** YOUR TASK **
Collect every line below that contains the word "KOKONOZEVE".
[Opening MATERIAL FOR THIS EXERCISE section]
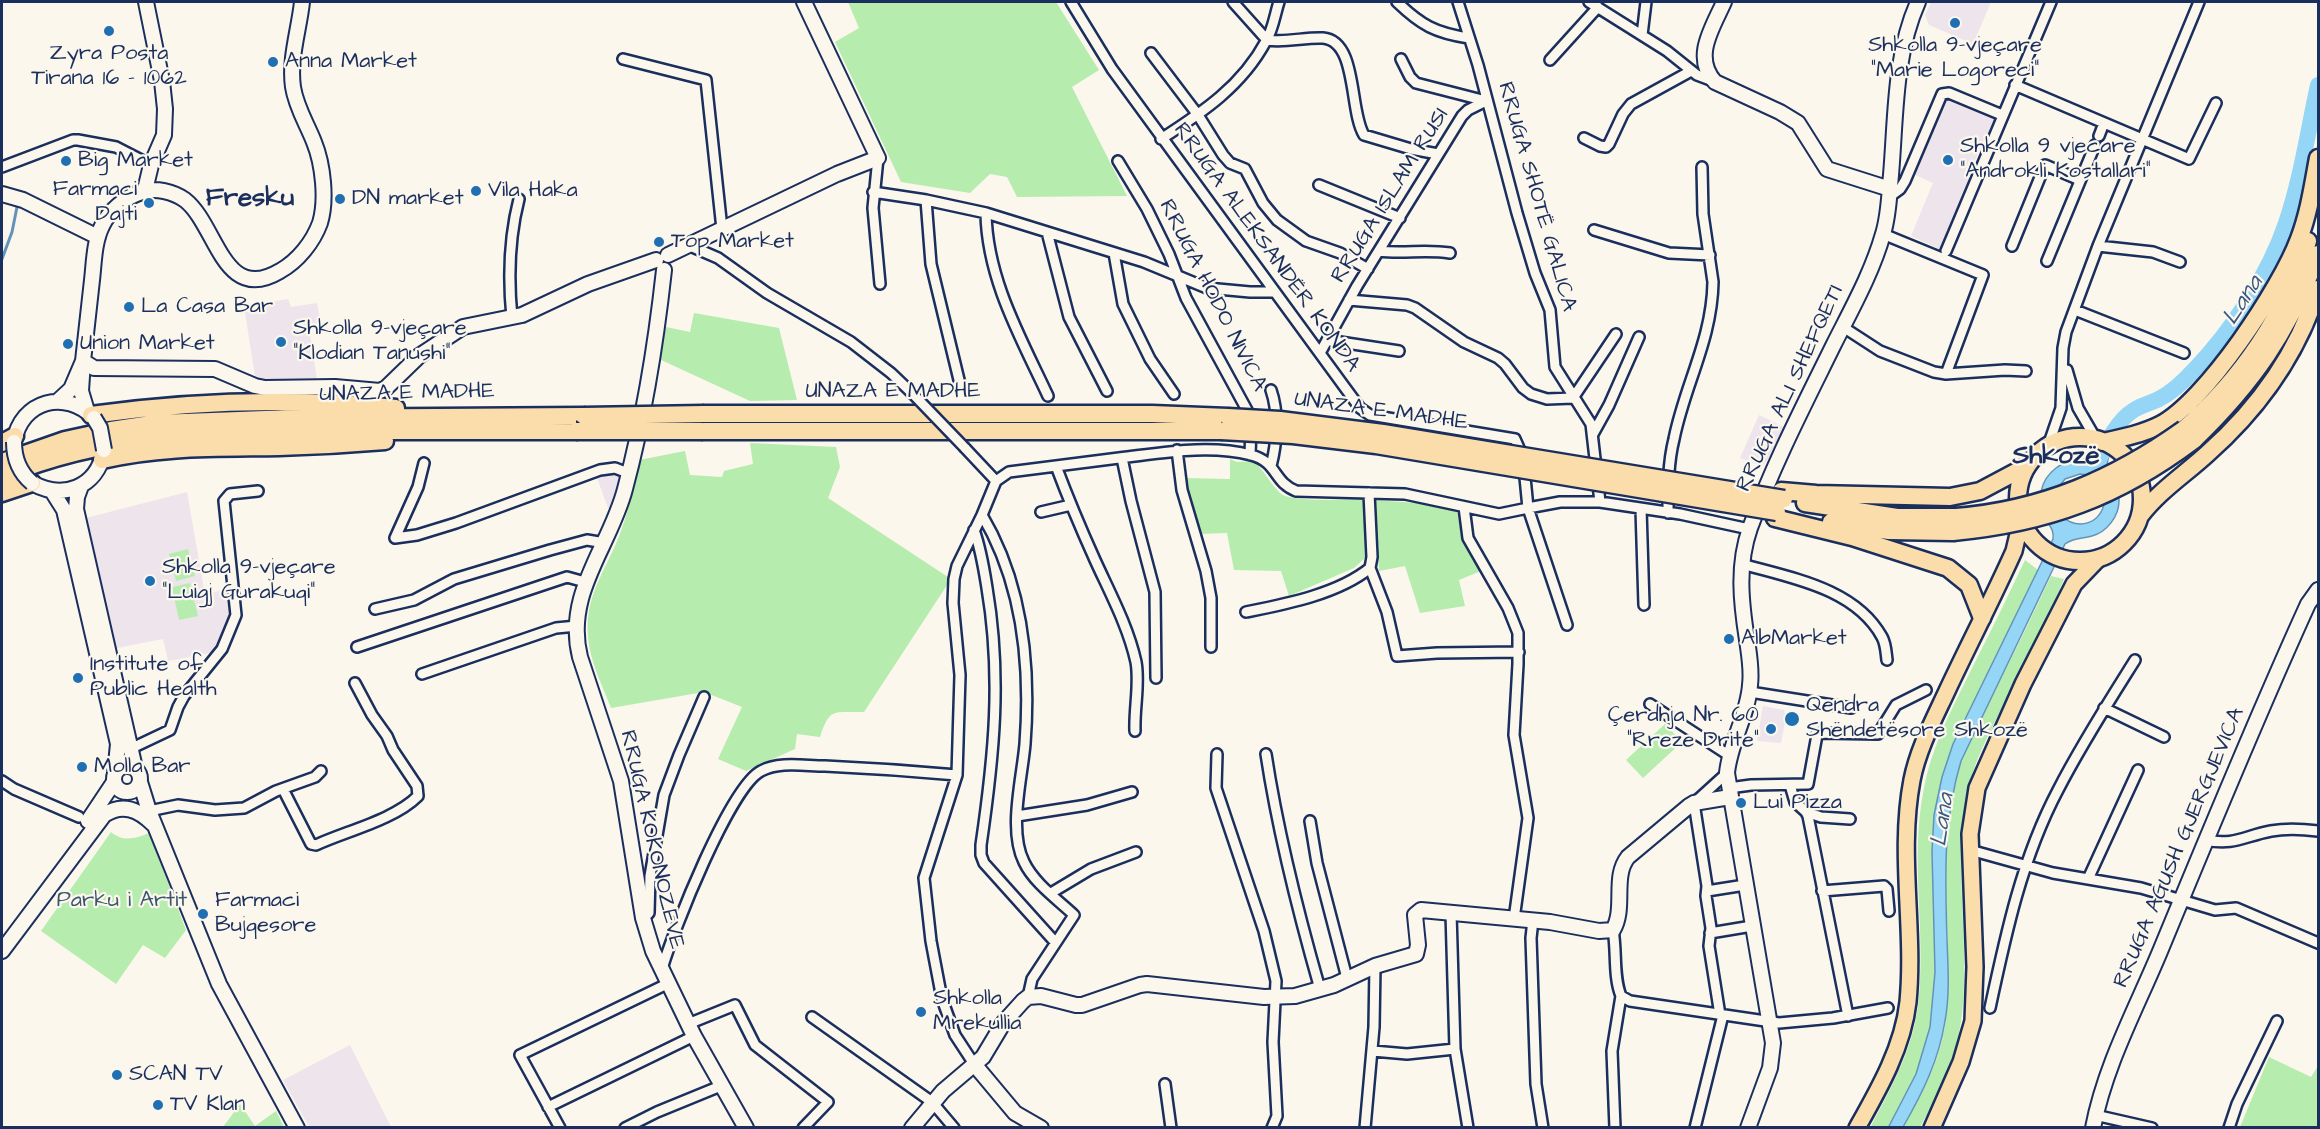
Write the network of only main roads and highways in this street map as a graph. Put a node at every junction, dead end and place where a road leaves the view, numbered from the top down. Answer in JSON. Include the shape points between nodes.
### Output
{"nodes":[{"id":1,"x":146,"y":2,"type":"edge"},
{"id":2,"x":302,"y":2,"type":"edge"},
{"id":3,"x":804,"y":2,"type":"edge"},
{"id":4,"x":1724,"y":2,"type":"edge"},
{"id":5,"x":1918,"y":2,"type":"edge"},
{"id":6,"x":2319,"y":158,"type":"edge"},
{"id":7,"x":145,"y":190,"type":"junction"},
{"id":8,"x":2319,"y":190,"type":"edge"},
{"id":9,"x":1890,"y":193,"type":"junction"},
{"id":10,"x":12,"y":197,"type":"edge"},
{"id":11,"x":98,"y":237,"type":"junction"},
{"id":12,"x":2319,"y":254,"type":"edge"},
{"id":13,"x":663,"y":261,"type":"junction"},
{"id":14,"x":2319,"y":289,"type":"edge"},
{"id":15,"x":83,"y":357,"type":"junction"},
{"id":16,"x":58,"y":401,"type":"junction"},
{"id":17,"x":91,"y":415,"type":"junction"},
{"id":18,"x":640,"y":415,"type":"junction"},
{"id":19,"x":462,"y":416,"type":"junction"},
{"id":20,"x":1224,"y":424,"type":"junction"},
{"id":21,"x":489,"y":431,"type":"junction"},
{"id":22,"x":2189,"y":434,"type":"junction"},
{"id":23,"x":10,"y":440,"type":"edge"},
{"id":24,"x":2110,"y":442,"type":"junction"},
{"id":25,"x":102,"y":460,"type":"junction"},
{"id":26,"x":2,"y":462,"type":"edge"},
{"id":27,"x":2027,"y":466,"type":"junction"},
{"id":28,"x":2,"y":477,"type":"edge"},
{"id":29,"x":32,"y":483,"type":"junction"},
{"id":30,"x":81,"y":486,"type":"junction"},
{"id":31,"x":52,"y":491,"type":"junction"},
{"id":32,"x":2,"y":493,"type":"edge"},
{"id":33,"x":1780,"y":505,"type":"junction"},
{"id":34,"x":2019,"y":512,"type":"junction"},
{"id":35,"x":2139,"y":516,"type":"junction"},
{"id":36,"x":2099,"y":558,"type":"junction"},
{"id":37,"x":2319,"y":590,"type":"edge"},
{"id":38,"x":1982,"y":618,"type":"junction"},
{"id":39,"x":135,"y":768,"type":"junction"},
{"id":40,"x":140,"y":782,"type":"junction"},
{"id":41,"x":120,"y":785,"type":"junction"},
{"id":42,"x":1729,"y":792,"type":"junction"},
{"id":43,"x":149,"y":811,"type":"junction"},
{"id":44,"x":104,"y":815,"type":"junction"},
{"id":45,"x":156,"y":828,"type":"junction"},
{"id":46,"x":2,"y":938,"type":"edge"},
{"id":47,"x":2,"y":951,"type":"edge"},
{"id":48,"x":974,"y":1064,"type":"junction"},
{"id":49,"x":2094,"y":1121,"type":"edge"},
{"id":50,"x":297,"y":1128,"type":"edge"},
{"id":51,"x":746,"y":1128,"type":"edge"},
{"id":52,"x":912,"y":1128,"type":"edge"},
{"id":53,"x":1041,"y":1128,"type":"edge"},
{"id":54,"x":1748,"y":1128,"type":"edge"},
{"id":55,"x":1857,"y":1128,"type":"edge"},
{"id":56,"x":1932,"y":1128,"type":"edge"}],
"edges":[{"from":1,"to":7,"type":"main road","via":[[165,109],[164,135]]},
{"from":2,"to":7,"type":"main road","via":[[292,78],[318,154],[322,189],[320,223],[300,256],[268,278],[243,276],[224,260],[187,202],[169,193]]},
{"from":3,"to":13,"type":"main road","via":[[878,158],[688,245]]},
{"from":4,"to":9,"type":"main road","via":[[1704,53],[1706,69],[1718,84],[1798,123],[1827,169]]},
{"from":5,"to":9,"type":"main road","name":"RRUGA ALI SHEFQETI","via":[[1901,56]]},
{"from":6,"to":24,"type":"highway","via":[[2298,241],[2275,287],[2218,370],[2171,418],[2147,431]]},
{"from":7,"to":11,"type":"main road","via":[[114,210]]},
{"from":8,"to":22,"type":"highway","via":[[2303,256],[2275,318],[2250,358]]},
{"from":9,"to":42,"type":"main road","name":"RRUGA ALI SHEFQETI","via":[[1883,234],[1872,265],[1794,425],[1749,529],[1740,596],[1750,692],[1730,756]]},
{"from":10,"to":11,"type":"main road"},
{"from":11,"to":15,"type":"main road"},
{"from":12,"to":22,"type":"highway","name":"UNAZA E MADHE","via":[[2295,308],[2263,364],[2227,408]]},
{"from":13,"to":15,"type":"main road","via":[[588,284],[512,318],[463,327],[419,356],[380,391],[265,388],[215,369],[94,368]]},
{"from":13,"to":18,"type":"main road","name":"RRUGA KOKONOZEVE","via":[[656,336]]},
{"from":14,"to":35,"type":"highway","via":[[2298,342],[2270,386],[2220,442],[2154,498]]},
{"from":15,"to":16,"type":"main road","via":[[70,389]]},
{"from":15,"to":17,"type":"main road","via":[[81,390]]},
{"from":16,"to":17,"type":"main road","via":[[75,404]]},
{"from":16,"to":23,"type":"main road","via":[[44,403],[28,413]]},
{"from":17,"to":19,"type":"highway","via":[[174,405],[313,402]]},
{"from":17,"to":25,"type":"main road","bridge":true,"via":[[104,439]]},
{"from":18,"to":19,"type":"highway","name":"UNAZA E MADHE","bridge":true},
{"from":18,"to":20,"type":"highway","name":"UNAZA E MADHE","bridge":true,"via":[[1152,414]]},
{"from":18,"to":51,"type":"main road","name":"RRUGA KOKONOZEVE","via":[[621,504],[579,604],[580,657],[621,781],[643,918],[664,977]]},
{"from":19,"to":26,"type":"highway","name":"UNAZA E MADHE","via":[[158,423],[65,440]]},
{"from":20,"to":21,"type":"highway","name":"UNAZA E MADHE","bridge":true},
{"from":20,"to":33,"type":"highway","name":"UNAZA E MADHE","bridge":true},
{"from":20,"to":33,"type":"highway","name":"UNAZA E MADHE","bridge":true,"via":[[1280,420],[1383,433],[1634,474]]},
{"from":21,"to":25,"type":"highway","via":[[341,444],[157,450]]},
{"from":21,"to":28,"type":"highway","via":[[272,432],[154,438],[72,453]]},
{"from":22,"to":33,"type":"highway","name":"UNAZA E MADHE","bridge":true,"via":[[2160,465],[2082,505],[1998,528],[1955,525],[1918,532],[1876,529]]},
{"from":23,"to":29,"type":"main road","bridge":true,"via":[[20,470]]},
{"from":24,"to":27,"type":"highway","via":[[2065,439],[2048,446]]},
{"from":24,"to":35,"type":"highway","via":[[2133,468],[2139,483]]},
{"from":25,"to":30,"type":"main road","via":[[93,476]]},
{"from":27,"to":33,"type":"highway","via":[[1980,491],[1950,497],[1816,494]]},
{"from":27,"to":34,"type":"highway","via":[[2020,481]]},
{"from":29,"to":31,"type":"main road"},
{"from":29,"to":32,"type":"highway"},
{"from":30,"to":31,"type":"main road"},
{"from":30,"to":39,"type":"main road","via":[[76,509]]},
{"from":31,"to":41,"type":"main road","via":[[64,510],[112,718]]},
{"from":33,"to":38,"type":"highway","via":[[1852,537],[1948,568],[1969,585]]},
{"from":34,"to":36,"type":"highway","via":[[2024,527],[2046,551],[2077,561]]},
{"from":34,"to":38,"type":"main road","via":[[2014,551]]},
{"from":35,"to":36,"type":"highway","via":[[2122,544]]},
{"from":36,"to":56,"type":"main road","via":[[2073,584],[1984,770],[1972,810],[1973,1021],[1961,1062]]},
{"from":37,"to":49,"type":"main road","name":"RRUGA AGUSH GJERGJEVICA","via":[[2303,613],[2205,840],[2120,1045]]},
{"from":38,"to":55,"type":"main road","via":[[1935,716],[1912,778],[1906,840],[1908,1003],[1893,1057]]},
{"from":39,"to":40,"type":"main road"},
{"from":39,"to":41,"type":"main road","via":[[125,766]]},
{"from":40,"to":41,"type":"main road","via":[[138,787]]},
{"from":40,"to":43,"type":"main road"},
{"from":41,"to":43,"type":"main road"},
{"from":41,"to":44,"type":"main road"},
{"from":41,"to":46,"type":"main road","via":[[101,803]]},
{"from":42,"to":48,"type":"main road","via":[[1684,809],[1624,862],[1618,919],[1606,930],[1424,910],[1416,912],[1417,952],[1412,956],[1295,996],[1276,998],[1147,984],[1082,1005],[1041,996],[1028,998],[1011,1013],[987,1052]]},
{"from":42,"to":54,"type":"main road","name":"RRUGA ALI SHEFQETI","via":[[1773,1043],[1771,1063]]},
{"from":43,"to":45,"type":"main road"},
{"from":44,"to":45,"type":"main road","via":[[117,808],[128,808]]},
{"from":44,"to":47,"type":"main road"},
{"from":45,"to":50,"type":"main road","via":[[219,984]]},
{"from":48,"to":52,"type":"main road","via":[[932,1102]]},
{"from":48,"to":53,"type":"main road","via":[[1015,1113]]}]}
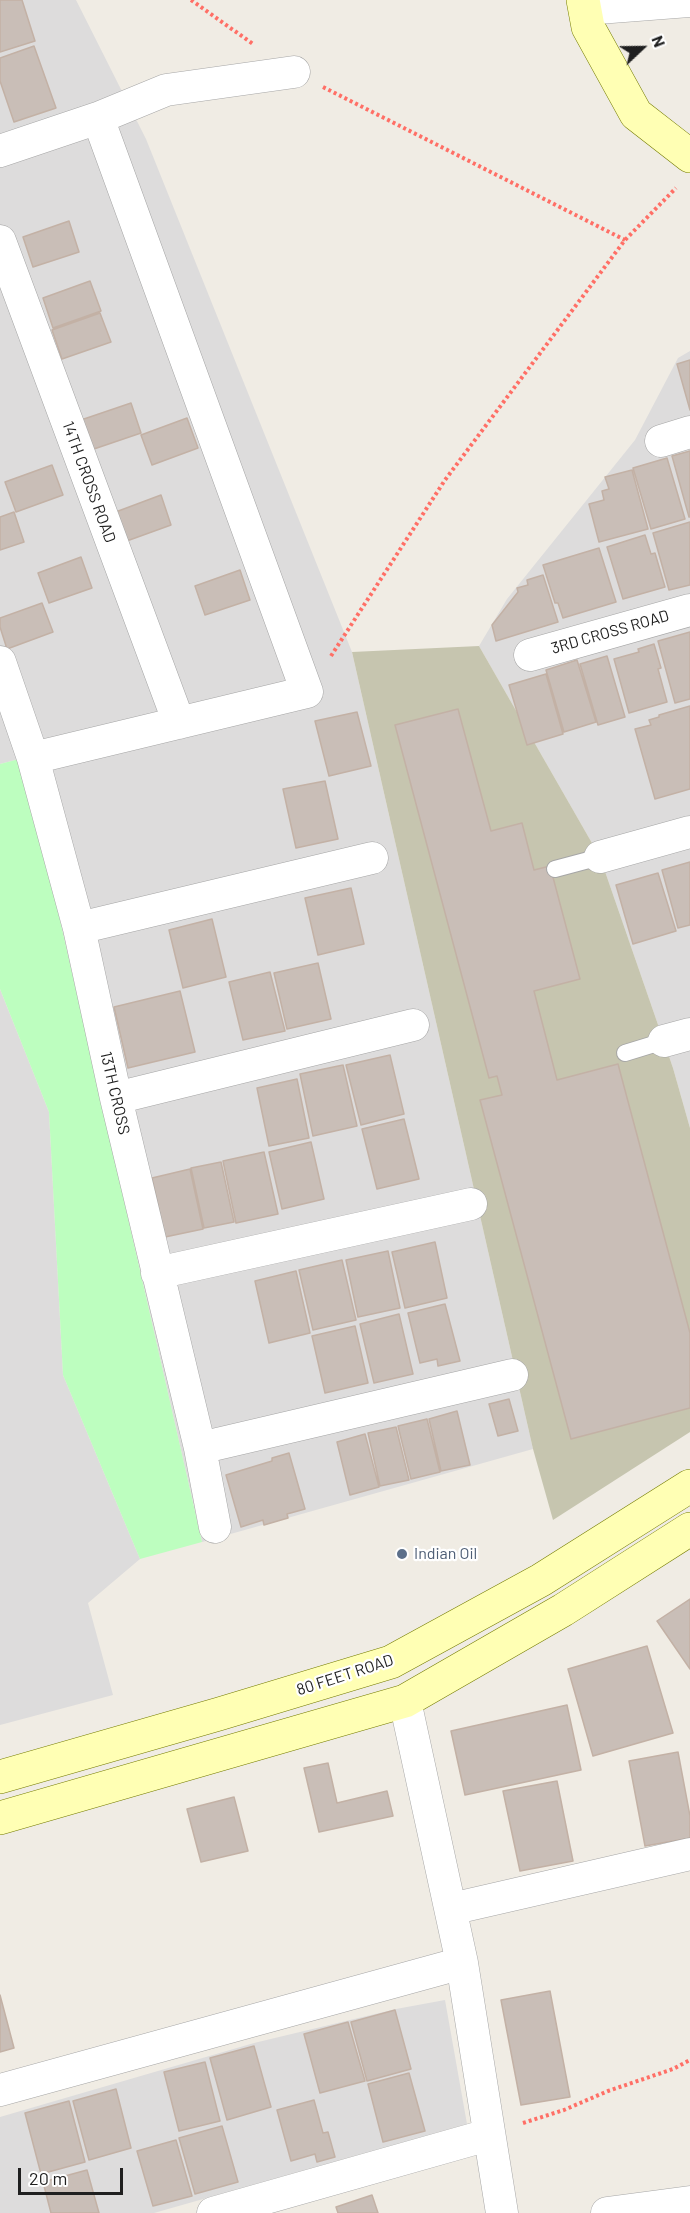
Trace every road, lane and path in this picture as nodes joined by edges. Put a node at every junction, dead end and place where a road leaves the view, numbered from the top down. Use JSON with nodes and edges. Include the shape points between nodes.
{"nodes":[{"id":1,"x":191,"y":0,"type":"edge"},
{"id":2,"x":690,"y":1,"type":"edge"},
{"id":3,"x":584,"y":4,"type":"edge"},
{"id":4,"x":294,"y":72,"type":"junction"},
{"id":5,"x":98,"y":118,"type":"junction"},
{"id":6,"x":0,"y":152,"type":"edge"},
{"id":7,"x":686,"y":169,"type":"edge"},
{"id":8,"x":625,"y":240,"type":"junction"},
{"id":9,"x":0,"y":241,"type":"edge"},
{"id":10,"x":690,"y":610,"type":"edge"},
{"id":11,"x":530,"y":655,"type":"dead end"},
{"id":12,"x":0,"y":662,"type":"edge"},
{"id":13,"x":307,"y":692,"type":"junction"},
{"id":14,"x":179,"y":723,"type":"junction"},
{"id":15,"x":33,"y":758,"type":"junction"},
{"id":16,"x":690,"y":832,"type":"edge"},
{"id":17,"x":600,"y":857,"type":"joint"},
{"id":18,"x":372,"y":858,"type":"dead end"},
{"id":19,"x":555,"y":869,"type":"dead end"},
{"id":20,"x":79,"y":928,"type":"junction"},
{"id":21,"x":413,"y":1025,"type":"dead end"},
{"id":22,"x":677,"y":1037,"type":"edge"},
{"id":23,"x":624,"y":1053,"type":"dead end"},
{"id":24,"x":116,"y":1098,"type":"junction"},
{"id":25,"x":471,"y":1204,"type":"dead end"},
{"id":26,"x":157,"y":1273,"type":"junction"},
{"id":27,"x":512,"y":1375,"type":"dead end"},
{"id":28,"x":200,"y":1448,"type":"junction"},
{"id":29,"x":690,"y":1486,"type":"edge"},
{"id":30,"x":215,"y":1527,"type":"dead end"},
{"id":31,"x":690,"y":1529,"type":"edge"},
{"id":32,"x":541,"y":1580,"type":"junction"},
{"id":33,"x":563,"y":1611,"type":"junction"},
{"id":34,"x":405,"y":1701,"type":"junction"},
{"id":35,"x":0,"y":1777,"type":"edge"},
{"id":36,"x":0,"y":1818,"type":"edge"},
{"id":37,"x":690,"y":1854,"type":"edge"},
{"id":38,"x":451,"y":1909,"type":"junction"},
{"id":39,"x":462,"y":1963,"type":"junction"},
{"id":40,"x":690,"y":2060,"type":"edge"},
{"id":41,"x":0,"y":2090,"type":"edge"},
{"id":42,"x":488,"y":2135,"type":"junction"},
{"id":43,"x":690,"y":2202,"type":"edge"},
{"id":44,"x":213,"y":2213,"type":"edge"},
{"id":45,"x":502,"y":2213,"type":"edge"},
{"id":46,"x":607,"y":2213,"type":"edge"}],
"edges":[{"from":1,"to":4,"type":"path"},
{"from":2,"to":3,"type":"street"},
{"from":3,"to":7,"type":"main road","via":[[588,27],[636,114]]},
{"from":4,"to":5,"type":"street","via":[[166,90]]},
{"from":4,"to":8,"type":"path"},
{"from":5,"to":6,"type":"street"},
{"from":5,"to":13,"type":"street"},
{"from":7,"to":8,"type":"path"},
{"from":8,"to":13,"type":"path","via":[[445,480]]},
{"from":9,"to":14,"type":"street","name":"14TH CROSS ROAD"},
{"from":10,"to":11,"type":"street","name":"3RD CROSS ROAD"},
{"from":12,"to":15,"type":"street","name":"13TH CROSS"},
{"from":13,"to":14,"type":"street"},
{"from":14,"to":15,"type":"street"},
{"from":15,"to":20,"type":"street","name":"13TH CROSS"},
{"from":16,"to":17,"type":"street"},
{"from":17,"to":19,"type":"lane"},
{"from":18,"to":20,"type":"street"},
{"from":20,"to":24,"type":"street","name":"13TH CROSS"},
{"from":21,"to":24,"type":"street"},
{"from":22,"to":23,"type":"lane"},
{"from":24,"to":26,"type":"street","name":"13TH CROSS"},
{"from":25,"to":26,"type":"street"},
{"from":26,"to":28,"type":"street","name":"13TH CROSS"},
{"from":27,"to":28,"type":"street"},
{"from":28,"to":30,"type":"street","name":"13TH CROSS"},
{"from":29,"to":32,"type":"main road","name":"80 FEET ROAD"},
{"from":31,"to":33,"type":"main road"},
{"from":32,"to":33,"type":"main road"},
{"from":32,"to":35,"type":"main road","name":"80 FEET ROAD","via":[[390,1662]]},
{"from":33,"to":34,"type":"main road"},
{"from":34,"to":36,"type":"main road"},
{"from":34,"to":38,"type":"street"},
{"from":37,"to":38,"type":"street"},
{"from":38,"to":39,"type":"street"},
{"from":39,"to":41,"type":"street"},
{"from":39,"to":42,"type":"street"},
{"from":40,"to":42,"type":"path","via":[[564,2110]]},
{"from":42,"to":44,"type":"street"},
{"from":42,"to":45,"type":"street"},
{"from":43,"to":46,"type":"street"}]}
[Closing MATERIAL FOR THIS EXERCISE section]
** FINISHED TASK **
{"from":13,"to":18,"type":"main road","name":"RRUGA KOKONOZEVE","via":[[656,336]]},
{"from":18,"to":51,"type":"main road","name":"RRUGA KOKONOZEVE","via":[[621,504],[579,604],[580,657],[621,781],[643,918],[664,977]]},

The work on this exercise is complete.